== Segment start ==
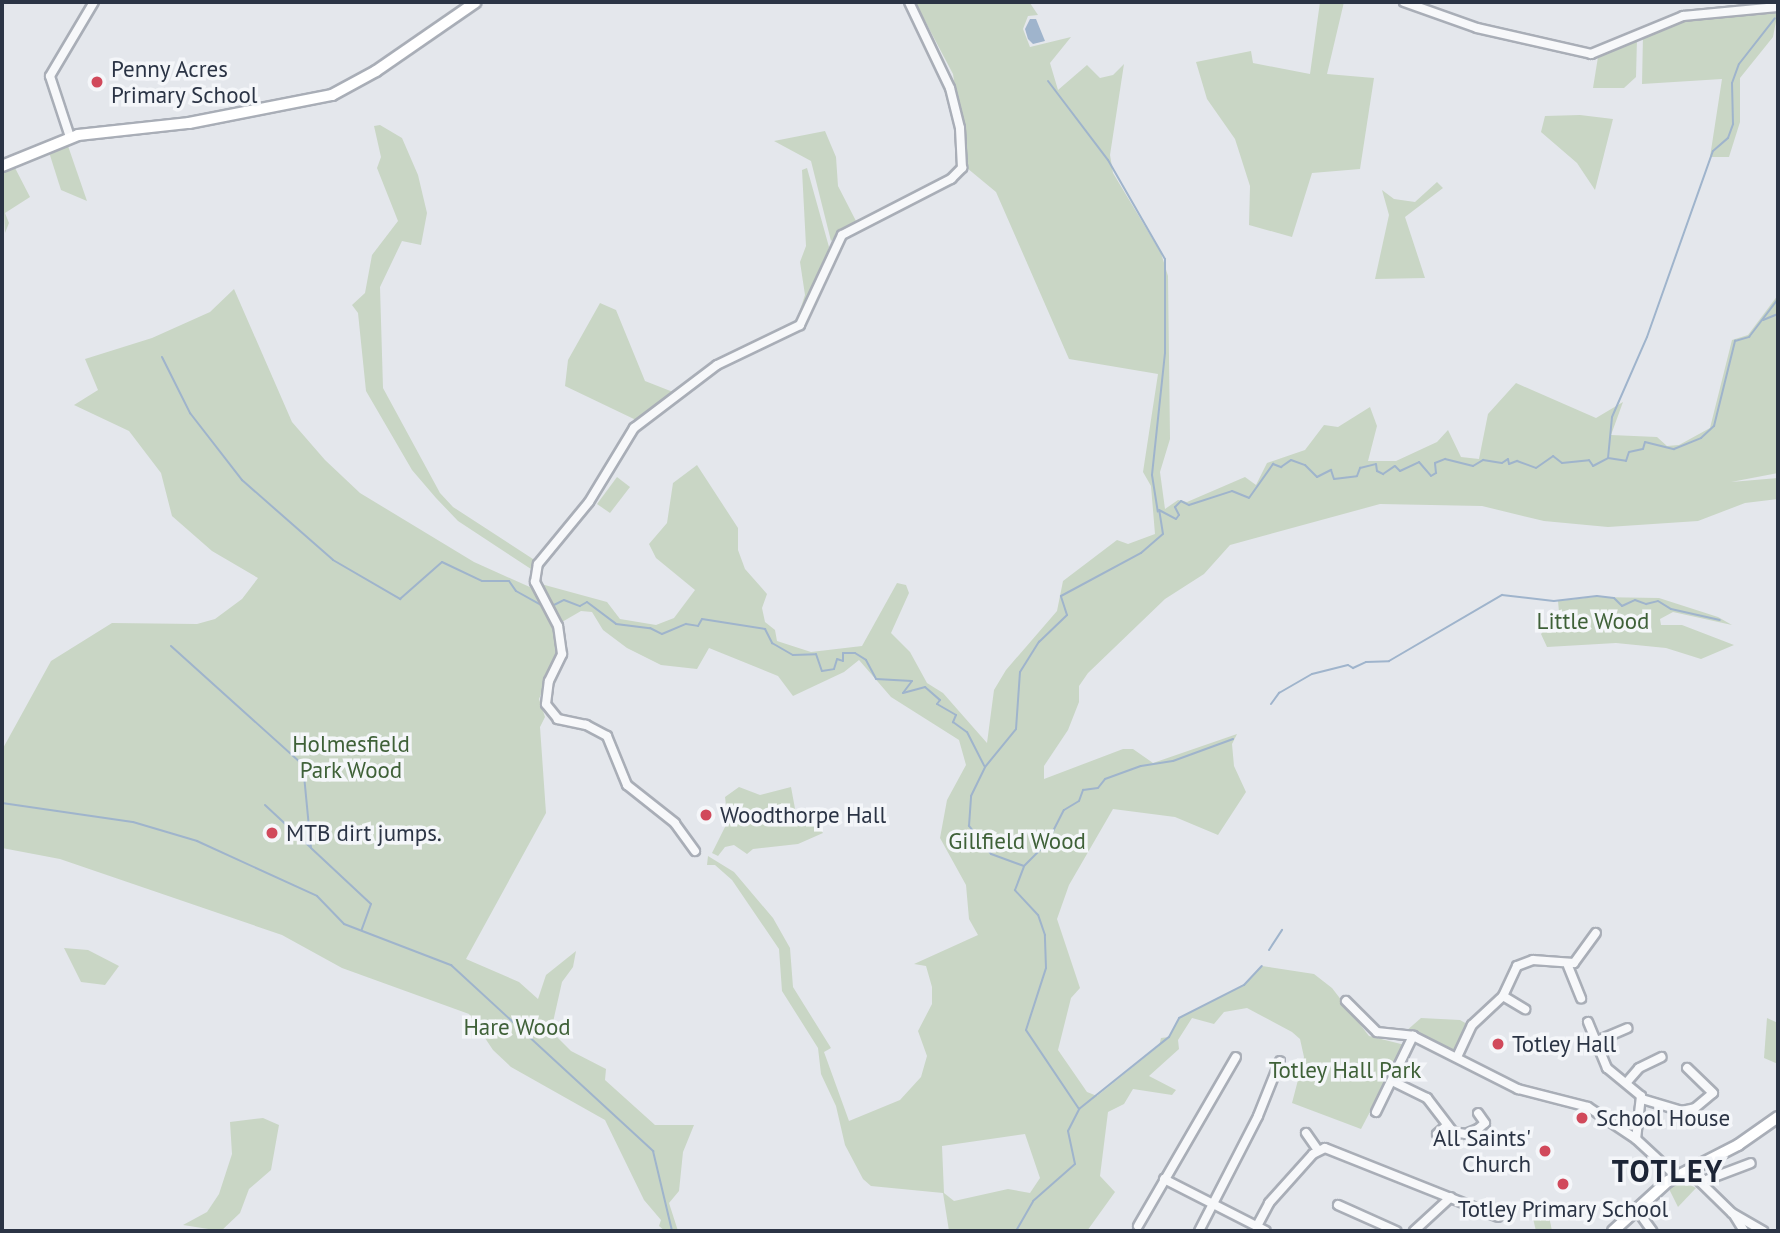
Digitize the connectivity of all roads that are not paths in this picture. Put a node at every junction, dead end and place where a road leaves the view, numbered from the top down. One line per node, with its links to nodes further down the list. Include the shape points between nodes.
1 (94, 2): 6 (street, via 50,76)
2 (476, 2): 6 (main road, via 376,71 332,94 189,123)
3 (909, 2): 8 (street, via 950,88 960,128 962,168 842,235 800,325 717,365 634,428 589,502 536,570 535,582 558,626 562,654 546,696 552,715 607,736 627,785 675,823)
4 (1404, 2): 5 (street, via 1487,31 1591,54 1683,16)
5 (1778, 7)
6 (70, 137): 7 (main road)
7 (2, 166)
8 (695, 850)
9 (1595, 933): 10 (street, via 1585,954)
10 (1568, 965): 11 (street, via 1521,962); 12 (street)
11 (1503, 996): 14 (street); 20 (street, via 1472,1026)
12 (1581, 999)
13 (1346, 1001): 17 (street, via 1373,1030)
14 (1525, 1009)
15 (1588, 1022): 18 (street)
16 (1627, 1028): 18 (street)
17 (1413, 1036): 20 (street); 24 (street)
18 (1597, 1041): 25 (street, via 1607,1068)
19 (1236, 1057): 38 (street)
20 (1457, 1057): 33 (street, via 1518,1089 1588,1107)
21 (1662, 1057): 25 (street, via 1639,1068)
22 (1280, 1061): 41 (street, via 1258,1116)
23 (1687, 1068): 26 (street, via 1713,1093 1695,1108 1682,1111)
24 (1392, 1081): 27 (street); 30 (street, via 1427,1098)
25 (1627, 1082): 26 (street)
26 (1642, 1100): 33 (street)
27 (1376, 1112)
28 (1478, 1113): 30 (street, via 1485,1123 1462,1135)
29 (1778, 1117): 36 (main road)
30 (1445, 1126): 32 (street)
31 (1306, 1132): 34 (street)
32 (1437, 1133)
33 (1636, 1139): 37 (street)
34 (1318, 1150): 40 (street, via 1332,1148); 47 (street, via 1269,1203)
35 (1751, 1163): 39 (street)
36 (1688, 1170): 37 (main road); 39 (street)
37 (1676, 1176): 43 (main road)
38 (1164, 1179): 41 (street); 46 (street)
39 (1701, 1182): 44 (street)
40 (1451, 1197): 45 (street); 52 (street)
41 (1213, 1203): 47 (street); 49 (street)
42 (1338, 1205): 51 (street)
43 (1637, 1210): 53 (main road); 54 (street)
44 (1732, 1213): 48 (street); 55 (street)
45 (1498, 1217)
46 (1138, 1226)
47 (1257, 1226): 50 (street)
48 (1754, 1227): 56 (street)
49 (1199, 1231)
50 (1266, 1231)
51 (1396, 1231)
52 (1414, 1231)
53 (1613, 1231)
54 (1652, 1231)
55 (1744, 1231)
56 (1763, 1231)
== Segment end ==
What needs to be done
Please copy every entry exactly, without the pictures.

Answer to the problem
Digitize the connectivity of all roads that are not paths in this picture. Put a node at every junction, dead end and place where a road leaves the view, numbered from the top down. One line per node, with its links to nodes further down the list. Include the shape points between nodes.
1 (94, 2): 6 (street, via 50,76)
2 (476, 2): 6 (main road, via 376,71 332,94 189,123)
3 (909, 2): 8 (street, via 950,88 960,128 962,168 842,235 800,325 717,365 634,428 589,502 536,570 535,582 558,626 562,654 546,696 552,715 607,736 627,785 675,823)
4 (1404, 2): 5 (street, via 1487,31 1591,54 1683,16)
5 (1778, 7)
6 (70, 137): 7 (main road)
7 (2, 166)
8 (695, 850)
9 (1595, 933): 10 (street, via 1585,954)
10 (1568, 965): 11 (street, via 1521,962); 12 (street)
11 (1503, 996): 14 (street); 20 (street, via 1472,1026)
12 (1581, 999)
13 (1346, 1001): 17 (street, via 1373,1030)
14 (1525, 1009)
15 (1588, 1022): 18 (street)
16 (1627, 1028): 18 (street)
17 (1413, 1036): 20 (street); 24 (street)
18 (1597, 1041): 25 (street, via 1607,1068)
19 (1236, 1057): 38 (street)
20 (1457, 1057): 33 (street, via 1518,1089 1588,1107)
21 (1662, 1057): 25 (street, via 1639,1068)
22 (1280, 1061): 41 (street, via 1258,1116)
23 (1687, 1068): 26 (street, via 1713,1093 1695,1108 1682,1111)
24 (1392, 1081): 27 (street); 30 (street, via 1427,1098)
25 (1627, 1082): 26 (street)
26 (1642, 1100): 33 (street)
27 (1376, 1112)
28 (1478, 1113): 30 (street, via 1485,1123 1462,1135)
29 (1778, 1117): 36 (main road)
30 (1445, 1126): 32 (street)
31 (1306, 1132): 34 (street)
32 (1437, 1133)
33 (1636, 1139): 37 (street)
34 (1318, 1150): 40 (street, via 1332,1148); 47 (street, via 1269,1203)
35 (1751, 1163): 39 (street)
36 (1688, 1170): 37 (main road); 39 (street)
37 (1676, 1176): 43 (main road)
38 (1164, 1179): 41 (street); 46 (street)
39 (1701, 1182): 44 (street)
40 (1451, 1197): 45 (street); 52 (street)
41 (1213, 1203): 47 (street); 49 (street)
42 (1338, 1205): 51 (street)
43 (1637, 1210): 53 (main road); 54 (street)
44 (1732, 1213): 48 (street); 55 (street)
45 (1498, 1217)
46 (1138, 1226)
47 (1257, 1226): 50 (street)
48 (1754, 1227): 56 (street)
49 (1199, 1231)
50 (1266, 1231)
51 (1396, 1231)
52 (1414, 1231)
53 (1613, 1231)
54 (1652, 1231)
55 (1744, 1231)
56 (1763, 1231)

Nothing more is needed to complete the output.